By ROBERT BURNS, AP Military Writer
WASHINGTON – Navy Adm. Mike Mullen, the next chairman of the Joint Chiefs of Staff, is troubled by the Iraq war. He thinks it has become such a consuming focus of U.S. attention that it may be overstretching the military and distracting the nation from other threats.
When he steps into his new office in Room 2E676 at the Pentagon on Monday, replacing Marine Gen. Peter Pace as the senior military adviser to the president and the defense secretary, Mullen already will be on record expressing his war worries with an unusual degree of candor.
“I understand the frustration over the war. I share it,” he told his Senate confirmation hearing.
As evidence of his focus on Iraq, Mullen has told Congress he intends to travel to Baghdad immediately after he takes over so he can see firsthand how the war effort is going.

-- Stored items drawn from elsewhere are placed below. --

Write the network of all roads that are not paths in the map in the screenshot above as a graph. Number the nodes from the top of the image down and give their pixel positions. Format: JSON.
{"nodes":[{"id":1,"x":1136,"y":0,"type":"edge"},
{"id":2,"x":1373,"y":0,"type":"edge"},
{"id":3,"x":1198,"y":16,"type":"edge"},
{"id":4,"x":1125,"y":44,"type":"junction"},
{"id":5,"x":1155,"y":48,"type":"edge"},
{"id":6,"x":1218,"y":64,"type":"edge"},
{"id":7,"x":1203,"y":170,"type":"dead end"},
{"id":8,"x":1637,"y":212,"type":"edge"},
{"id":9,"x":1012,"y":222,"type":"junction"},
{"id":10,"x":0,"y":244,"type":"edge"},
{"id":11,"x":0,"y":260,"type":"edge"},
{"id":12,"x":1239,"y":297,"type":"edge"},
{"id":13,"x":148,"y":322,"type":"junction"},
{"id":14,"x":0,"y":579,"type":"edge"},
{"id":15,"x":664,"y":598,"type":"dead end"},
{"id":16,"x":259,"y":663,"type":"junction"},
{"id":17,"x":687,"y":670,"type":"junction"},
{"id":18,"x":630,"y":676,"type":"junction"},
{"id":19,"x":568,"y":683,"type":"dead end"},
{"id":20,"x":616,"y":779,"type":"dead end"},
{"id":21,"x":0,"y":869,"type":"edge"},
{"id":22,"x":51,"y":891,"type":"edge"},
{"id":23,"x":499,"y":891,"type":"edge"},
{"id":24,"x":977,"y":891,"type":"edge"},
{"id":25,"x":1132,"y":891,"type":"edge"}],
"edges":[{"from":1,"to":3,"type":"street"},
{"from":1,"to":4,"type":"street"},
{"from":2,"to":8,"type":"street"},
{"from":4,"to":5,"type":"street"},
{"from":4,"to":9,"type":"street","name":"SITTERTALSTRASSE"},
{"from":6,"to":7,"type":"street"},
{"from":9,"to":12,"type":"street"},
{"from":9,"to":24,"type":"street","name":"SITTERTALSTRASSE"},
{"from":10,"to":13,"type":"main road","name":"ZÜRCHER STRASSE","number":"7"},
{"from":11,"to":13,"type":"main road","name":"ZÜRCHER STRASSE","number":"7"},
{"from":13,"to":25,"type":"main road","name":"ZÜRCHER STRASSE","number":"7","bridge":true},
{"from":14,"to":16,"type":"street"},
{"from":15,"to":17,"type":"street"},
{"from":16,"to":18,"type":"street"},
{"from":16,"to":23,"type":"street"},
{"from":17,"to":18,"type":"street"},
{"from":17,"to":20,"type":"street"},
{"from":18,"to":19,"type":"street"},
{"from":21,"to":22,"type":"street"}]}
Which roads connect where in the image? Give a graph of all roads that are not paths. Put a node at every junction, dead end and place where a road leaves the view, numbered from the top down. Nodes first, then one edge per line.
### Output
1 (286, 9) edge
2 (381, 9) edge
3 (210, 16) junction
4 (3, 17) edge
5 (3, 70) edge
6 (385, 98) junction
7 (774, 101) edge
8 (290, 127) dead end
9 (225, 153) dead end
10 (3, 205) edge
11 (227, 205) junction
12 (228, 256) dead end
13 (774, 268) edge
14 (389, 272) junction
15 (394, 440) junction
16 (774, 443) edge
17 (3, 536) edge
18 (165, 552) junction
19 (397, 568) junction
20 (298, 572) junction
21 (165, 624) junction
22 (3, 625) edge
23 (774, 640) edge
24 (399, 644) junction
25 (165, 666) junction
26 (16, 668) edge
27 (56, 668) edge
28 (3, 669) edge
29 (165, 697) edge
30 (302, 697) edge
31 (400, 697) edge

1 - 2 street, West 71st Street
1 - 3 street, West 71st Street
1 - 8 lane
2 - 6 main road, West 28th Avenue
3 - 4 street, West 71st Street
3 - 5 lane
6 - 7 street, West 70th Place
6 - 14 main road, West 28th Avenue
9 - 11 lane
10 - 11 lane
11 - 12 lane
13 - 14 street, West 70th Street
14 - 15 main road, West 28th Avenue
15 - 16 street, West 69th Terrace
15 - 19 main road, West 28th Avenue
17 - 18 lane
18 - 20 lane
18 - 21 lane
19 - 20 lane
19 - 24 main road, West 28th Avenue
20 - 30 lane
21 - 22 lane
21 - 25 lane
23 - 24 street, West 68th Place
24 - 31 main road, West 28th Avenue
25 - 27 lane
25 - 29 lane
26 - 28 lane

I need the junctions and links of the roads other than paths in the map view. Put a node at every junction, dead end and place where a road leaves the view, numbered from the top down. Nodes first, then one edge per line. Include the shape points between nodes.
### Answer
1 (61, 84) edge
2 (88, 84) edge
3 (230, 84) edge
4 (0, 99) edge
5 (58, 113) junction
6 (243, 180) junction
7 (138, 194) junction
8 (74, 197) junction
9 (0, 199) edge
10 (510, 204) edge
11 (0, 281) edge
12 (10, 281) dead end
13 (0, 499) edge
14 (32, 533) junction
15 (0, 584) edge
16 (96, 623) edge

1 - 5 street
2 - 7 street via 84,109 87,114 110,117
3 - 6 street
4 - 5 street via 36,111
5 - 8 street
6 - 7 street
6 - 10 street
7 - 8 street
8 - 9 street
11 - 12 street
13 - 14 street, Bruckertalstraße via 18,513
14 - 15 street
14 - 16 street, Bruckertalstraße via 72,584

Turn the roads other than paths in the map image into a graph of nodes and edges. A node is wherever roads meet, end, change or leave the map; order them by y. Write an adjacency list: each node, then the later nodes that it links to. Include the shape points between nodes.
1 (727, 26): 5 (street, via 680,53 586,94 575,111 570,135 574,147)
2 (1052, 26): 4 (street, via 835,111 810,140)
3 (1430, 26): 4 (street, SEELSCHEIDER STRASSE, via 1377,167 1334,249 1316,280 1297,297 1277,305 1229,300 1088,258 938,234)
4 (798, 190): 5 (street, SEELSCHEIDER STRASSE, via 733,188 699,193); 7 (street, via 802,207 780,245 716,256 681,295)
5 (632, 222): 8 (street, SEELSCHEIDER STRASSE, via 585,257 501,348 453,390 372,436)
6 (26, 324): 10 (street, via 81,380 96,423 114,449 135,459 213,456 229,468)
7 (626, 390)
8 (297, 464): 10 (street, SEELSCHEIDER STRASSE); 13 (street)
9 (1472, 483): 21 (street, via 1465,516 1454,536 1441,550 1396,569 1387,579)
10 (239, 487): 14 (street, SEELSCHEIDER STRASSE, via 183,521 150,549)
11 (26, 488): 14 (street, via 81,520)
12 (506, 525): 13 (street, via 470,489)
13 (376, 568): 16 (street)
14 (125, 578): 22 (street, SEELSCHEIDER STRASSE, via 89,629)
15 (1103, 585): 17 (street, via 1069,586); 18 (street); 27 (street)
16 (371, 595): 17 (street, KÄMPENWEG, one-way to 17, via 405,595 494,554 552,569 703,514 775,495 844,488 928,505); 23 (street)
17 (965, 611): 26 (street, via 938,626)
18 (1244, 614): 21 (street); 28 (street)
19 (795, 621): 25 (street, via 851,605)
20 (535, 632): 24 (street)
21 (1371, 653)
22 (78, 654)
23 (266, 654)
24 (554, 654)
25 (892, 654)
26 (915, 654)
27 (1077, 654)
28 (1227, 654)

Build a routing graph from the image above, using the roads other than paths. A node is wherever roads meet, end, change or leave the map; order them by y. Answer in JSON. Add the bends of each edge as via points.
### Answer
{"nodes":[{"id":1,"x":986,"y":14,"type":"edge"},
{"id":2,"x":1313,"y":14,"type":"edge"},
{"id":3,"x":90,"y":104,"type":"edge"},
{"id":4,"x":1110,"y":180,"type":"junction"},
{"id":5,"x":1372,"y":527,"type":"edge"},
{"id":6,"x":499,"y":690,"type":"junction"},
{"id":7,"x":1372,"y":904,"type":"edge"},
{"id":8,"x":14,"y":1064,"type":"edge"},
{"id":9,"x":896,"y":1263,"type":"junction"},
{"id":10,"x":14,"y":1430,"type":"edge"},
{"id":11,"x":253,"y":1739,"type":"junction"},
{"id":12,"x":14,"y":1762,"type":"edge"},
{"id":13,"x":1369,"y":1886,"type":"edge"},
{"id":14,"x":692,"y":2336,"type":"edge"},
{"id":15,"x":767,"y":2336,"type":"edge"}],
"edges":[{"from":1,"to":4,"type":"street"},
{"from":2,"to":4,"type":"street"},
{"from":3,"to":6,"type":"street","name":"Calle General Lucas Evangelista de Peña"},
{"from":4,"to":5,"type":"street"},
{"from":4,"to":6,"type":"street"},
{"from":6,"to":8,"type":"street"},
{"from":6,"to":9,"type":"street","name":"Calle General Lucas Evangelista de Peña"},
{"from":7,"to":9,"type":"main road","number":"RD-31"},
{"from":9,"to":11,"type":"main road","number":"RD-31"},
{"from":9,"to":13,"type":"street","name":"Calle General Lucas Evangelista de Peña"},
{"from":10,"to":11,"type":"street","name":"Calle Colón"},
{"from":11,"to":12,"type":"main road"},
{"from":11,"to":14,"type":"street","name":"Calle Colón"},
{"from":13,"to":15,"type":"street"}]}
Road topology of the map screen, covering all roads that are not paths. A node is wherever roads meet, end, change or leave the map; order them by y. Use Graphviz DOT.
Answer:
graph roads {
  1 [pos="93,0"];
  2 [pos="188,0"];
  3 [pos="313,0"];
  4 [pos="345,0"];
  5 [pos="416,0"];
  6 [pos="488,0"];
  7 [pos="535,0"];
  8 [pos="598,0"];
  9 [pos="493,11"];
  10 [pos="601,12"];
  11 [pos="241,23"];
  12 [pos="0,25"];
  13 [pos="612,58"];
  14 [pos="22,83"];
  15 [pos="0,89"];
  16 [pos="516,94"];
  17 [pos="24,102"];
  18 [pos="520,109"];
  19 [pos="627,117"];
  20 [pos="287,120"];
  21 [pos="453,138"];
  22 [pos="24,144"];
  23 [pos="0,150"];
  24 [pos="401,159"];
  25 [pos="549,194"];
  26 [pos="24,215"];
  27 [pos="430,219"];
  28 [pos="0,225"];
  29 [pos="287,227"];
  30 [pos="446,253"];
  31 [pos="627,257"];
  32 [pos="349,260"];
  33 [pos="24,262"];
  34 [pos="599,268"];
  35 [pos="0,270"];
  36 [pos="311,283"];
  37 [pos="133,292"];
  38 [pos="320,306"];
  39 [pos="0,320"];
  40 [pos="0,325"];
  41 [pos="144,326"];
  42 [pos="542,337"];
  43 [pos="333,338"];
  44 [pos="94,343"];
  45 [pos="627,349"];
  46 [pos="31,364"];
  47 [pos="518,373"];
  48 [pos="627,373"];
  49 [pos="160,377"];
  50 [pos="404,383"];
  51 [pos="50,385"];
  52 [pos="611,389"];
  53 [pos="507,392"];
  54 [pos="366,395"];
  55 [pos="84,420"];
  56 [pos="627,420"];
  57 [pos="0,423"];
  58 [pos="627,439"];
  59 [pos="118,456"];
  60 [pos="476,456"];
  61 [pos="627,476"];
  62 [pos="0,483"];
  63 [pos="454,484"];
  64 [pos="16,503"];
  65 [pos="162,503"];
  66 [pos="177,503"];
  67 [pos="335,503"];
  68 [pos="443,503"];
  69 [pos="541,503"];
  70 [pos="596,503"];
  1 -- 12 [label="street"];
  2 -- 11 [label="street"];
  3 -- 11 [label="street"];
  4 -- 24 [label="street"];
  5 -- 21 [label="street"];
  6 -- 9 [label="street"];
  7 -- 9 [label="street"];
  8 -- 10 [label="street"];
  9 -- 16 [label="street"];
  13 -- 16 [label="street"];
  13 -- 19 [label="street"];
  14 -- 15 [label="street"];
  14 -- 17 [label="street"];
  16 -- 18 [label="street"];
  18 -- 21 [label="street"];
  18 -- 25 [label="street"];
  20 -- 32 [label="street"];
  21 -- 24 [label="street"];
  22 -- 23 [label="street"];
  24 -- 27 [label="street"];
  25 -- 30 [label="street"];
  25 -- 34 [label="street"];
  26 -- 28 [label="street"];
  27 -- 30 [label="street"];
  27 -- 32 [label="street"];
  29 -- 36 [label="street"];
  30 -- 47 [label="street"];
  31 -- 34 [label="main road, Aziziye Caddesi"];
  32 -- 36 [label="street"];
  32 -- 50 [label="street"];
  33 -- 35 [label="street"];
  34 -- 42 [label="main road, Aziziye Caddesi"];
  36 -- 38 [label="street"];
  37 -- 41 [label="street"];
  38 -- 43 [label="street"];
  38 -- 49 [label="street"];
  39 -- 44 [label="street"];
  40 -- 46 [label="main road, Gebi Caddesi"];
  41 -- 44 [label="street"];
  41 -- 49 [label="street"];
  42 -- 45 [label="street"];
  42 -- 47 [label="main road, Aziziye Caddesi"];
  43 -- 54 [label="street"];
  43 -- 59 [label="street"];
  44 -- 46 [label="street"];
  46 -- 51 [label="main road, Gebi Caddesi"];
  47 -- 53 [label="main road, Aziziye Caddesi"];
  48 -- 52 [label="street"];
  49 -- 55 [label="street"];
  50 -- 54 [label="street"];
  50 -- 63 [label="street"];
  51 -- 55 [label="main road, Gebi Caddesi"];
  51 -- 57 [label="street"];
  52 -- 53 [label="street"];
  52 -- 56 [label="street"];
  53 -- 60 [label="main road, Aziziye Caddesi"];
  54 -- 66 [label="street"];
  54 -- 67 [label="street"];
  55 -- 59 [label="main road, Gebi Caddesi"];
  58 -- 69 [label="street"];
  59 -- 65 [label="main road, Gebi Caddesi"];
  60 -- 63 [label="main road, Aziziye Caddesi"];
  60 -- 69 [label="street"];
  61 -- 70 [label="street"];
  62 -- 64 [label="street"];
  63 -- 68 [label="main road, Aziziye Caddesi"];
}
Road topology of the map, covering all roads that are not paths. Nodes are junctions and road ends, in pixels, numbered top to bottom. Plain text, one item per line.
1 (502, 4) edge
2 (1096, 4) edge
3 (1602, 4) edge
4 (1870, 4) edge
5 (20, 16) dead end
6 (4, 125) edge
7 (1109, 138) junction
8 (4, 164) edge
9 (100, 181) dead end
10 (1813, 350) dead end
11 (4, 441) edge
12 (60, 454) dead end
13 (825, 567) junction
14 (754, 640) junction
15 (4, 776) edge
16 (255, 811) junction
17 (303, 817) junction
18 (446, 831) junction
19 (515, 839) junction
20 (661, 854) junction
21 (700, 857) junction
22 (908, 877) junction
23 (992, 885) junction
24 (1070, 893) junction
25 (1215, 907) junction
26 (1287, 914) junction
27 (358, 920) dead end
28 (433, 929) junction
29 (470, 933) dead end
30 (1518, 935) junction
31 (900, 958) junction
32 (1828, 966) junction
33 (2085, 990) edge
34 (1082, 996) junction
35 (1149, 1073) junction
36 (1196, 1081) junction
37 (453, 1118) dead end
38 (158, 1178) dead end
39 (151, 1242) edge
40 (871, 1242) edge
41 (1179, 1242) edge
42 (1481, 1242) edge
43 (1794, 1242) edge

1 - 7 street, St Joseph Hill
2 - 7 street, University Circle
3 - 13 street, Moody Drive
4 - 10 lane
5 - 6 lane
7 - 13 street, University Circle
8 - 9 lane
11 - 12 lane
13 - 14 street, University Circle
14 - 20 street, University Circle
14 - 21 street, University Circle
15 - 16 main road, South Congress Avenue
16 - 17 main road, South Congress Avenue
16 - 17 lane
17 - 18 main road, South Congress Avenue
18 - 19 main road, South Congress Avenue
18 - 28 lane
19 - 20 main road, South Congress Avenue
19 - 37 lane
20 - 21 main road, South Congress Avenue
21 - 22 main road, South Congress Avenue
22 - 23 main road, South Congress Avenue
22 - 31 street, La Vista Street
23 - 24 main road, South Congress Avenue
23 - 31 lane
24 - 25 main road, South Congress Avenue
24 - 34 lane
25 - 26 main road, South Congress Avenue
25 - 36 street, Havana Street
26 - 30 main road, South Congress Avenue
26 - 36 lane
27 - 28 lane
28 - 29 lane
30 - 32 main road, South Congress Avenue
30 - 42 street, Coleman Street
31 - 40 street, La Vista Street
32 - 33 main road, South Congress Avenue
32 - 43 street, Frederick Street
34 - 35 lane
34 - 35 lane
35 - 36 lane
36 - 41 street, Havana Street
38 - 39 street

Mullen, 60, was Defense Secretary Robert Gates‘ choice to replace Pace, who had been vice chairman of the Joint Chiefs when the Iraq invasion was launched in 2003.
Pace has been criticized by some for not speaking up more forcefully on the conduct of the war after he became chairman in October 2005. In June, Gates announced that Pace would retire rather than serve a second term as chairman — not because of his performance in the job but because of political heat over the war.
Adm. Gregory G. Johnson, who retired from the Navy in December 2004 and has known Mullen for 20 years, said he believes Mullen will find ways to ensure that his views on the war are heard clearly.
Coming in as Gates’ choice to provide military advice gives Mullen “an incredibly strong hand,” Johnson said.